特に書いていない場合でも、
import numpy as np
あるいは
from numpy import *
を書いているものとしてください。
参考:Numpyクイックチュートリアル
https://docs.scipy.org/doc/numpy-dev/user/quickstart.html
配列(Array)の作成:array()
>>> import numpy as np >>> ar = np.array([1, 2, 3, 4, 5]) >>> ar array([1, 2, 3, 4, 5])
階数(配列の次元数)を返す:ndim属性
>>> import numpy as np >>> ar = np.array([1, 2, 3, 4, 5]) >>> ar.ndim 1
配列(Array)の値の総数:size
>>> import numpy as np >>> ar = np.array([1, 2, 3, 4, 5]) >>> ar.size 5
各階の値の数:shape
>>> import numpy as np >>> ar = np.array([1, 2, 3, 4, 5]) >>> ar.shape (5,)
配列(Array)の作成:arange()
>>> import numpy as np >>> ar = np.arange(5) >>> ar array([0, 1, 2, 3, 4]) >>> ar.ndim 1 >>> ar.shape (5,) >>> ar.size 5 >>> ar = np.arange(3, 5) >>> ar array([3, 4]) >>> ar = np.arange(2, 9) >>> ar array([2, 3, 4, 5, 6, 7, 8]) # floatでも同様にできる >>> fl_ar = np.arange(2.0, 13.0, 3.5) >>> fl_ar array([ 2. , 5.5, 9. , 12.5]) # 生成する値の方をdtypeで指定 >>> ar = np.arange(20, 10, -0.4, dtype=np.float) >>> ar array([20. , 19.6, 19.2, 18.8, 18.4, 18. , 17.6, 17.2, 16.8, 16.4, 16. , 15.6, 15.2, 14.8, 14.4, 14. , 13.6, 13.2, 12.8, 12.4, 12. , 11.6, 11.2, 10.8, 10.4])

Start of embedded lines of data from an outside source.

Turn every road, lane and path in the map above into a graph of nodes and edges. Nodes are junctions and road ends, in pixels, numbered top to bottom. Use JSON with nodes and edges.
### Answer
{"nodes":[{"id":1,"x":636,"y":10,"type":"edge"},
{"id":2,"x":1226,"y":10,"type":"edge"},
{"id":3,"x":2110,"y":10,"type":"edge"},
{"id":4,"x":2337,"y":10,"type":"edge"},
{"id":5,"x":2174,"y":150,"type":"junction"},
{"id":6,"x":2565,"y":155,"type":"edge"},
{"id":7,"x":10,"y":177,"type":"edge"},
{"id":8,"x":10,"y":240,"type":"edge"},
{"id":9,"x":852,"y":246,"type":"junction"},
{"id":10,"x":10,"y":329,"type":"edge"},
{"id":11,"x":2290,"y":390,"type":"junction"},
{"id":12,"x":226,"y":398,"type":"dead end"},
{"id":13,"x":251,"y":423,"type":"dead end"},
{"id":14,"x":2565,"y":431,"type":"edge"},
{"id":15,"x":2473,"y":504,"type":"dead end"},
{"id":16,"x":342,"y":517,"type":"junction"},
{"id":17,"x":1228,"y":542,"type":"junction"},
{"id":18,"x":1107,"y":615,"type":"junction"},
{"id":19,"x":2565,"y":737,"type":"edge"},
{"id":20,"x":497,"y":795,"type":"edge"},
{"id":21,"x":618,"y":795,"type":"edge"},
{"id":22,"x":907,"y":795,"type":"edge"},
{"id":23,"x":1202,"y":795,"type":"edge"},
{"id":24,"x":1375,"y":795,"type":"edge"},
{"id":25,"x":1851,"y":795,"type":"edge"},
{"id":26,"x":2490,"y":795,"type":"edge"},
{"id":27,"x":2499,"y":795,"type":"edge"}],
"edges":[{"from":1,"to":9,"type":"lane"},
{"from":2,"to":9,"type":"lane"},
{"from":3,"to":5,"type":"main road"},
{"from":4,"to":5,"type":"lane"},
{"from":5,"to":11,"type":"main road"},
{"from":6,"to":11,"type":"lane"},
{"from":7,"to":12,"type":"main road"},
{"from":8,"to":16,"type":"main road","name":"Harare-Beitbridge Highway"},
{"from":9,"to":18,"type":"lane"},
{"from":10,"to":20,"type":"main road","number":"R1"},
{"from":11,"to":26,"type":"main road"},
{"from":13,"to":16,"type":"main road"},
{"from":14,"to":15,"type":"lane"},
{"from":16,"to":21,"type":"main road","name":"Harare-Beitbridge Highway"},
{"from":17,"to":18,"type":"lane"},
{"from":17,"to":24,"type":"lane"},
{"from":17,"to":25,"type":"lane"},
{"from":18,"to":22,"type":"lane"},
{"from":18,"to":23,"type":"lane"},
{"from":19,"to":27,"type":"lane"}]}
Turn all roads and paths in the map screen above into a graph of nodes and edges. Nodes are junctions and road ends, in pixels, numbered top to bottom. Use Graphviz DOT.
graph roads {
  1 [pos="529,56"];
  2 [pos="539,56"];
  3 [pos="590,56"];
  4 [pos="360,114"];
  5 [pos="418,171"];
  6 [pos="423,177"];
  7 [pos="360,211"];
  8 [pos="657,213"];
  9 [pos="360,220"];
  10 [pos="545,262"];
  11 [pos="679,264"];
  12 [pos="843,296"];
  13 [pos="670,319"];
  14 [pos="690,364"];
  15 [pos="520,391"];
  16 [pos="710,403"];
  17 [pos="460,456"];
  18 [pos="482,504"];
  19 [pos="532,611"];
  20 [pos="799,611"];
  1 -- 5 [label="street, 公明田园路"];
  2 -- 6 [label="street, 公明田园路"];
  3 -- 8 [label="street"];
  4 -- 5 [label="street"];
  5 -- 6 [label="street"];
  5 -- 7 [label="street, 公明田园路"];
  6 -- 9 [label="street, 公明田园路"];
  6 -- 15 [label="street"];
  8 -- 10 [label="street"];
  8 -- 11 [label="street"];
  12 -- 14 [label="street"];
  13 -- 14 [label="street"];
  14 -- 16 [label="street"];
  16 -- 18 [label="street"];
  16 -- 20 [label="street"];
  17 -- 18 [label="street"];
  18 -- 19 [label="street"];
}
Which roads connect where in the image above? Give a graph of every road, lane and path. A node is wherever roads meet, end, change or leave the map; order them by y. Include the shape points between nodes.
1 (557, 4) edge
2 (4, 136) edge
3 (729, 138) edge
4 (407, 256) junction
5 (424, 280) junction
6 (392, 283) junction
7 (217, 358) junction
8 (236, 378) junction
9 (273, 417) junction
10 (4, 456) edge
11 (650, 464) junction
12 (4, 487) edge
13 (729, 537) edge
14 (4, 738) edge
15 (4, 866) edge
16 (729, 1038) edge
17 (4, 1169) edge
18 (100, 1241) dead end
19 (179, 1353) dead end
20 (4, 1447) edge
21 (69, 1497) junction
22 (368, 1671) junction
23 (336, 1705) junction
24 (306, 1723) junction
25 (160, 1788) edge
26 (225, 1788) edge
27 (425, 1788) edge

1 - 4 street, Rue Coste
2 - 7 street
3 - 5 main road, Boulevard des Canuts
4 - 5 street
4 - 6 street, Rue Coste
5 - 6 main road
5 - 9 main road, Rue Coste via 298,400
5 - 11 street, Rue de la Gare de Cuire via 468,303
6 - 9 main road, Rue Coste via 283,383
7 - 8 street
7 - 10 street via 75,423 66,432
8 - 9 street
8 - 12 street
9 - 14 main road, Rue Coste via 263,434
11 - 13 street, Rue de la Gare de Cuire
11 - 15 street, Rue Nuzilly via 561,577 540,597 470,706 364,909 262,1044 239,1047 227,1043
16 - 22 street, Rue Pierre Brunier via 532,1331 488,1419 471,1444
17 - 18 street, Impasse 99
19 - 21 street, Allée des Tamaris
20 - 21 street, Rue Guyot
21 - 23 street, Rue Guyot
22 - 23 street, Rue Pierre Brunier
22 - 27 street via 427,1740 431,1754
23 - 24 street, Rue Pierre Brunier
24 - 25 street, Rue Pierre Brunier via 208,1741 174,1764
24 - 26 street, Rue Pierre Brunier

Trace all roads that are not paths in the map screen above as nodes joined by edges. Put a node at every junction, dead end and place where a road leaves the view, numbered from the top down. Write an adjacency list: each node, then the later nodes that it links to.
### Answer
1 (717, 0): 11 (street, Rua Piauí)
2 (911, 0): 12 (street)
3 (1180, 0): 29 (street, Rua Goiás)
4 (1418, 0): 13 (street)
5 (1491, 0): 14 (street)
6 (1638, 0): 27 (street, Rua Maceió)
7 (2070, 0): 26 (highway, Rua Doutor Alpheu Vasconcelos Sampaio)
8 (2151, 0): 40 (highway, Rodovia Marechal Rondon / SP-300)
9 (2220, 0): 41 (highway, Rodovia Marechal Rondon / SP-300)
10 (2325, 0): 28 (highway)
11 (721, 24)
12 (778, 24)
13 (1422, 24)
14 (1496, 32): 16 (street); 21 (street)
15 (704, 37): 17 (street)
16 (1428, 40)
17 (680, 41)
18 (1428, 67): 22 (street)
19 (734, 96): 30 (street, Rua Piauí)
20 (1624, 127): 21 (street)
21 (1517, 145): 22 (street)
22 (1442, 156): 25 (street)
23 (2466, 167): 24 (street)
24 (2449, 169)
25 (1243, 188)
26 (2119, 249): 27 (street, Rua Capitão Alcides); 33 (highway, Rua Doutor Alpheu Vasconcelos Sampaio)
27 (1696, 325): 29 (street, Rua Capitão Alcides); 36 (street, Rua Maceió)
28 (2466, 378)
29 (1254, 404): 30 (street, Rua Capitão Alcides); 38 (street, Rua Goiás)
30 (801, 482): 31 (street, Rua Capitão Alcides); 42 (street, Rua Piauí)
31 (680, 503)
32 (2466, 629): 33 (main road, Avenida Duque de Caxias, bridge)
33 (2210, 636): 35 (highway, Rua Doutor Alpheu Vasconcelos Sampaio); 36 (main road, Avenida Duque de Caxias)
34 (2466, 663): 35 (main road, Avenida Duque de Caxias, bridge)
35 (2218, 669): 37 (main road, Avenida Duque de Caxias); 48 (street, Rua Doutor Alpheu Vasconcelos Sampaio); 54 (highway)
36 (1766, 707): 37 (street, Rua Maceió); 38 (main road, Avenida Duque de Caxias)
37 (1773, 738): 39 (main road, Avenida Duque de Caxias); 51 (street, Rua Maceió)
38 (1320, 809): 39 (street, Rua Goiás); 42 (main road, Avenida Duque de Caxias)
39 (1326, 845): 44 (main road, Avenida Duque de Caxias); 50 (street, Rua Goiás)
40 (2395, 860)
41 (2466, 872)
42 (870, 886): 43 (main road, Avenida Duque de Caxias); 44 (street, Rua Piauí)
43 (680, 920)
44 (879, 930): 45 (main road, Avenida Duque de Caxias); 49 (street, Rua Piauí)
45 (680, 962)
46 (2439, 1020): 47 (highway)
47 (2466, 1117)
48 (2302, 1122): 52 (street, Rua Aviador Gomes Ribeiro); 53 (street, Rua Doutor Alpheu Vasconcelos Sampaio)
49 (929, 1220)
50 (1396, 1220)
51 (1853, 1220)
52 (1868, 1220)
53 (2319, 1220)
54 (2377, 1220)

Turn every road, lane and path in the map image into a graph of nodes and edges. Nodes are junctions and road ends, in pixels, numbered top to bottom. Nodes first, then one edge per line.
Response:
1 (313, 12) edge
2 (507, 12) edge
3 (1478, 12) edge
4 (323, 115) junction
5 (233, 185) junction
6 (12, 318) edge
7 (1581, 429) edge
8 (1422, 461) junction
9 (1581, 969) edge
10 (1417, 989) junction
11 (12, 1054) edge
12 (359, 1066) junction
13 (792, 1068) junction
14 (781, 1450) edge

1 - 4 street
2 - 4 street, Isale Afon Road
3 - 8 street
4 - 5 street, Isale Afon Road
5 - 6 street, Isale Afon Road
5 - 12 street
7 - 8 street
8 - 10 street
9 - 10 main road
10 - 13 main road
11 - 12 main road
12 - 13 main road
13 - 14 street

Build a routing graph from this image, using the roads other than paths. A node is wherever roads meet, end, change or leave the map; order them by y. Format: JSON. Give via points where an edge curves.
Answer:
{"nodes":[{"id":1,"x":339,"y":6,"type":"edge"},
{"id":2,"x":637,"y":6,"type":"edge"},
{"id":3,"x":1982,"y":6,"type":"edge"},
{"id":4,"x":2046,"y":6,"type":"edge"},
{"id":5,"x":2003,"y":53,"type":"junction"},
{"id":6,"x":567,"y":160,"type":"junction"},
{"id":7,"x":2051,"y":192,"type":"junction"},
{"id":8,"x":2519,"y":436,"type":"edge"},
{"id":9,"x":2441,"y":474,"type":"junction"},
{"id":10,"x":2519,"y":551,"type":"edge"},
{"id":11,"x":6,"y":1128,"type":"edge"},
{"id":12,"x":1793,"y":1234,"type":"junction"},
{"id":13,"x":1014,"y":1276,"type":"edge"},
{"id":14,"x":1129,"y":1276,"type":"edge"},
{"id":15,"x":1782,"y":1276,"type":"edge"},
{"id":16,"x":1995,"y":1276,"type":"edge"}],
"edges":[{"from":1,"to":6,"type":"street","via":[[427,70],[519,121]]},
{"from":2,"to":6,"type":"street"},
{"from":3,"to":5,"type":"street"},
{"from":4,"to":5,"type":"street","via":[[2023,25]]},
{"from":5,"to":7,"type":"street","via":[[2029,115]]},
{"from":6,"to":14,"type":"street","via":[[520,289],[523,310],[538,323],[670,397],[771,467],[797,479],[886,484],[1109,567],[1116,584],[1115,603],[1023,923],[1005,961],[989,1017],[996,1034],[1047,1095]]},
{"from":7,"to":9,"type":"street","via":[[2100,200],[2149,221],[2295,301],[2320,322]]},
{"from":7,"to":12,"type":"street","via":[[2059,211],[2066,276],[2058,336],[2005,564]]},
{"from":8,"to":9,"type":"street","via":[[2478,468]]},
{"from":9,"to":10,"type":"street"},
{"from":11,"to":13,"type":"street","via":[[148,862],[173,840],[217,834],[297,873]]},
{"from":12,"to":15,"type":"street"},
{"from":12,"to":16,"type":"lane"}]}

配列(Array)の作成:zeros(),ones(),random(),empty()
すべての値がゼロの配列をつくるzeros()
引数でタプルを渡す。どんな配列をつくるか指定。
>>> ar = np.zeros((5,)) >>> ar array([0., 0., 0., 0., 0.]) >>> a.ndim 1 >>> ar.ndim 1 >>> ar.shape (5,) >>> ar.size 5 # 階数が2 >>> ar2 = np.zeros((3, 5)) >>> ar2 array([[0., 0., 0., 0., 0.], [0., 0., 0., 0., 0.], [0., 0., 0., 0., 0.]]) >>> ar2.ndim 2 >>> ar2.shape (3, 5) >>> ar2.size # 総数は15個 15
すべての値がイチの配列をつくるones()
zeros()とones()は同じ値で初期化する。
>>> one_ar = np.ones((4, 7)) >>> one_ar array([[1., 1., 1., 1., 1., 1., 1.], [1., 1., 1., 1., 1., 1., 1.], [1., 1., 1., 1., 1., 1., 1.], [1., 1., 1., 1., 1., 1., 1.]])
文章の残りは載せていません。